Not that I suppose anybody is interested in this stuff. Perhaps I should talk about ‘Fifty Shades of Grey’ instead. Actually, I won’t, though the audiobook read by Gilbert Goffried remains my internet pick of the year thus far.
What I was going to talk about was fifty shades of brown. Or a light creamy brown, to be precise.
I was shopping this morning for paint. Not much paint but just enough to fix some marks where some woodwork had got damaged due to my clumsiness with a stepladder and a claw hammer. I’d previous sent for a Dulux colour card, which arrived with the morning most. I used it per instructions, photographed it next to the wall, uploaded the image and was told the exact shade of paint I needed. ‘Jungle Fever 2’ is the name. It’s basically an off green.

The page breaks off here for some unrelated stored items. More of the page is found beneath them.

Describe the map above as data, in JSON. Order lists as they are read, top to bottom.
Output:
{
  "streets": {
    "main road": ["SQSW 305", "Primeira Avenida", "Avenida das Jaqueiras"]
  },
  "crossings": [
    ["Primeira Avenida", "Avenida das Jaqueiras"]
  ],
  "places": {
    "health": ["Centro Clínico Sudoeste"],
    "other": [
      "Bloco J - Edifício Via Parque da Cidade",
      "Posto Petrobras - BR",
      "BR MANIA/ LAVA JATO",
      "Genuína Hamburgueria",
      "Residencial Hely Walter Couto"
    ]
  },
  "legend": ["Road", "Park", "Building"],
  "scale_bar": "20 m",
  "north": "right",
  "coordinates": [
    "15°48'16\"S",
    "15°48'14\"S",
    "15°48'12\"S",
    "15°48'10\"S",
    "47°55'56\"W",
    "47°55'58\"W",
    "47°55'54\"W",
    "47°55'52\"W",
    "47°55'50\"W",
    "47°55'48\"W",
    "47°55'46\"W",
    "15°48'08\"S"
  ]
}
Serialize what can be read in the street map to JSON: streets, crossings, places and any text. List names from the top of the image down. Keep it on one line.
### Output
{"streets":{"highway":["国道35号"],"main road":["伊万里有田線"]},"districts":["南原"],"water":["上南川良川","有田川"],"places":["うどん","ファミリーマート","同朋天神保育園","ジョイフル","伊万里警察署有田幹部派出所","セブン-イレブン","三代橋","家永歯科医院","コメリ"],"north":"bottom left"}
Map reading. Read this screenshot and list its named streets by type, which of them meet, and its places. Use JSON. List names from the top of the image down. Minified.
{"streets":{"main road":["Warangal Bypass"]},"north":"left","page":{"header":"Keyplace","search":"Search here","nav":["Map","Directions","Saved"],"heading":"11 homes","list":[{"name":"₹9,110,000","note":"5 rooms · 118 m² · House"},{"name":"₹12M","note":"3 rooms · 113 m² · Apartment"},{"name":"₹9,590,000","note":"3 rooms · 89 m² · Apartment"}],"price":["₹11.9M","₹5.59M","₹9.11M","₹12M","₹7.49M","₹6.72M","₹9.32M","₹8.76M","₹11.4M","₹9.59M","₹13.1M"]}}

So off I peddled, up town, to see if I could find it among the variety of test pots stocked at the local DIY store. Naturally, they didn’t have it. In fact, they had very few shades of green, which confirmed my suspicions that shops have things too well organized. They know which colours sell and sell only the colours that sell. For instance, judging from the shelves this morning, creamy shades of brown are popular. But, their popularity means than everybody tends to buy the same creamy shades of brown on offer, which causes the shops to stock more creamy shades of brown and limit the availability of every other colour that isn’t a creamy shade of brown. The process continues, stock levels are refined, and in time, we find ourselves living in a world dominated by creamy shades of brown, patio decking, solar lamps in the garden, and wind chimes all tuned to exactly the same note of annoying.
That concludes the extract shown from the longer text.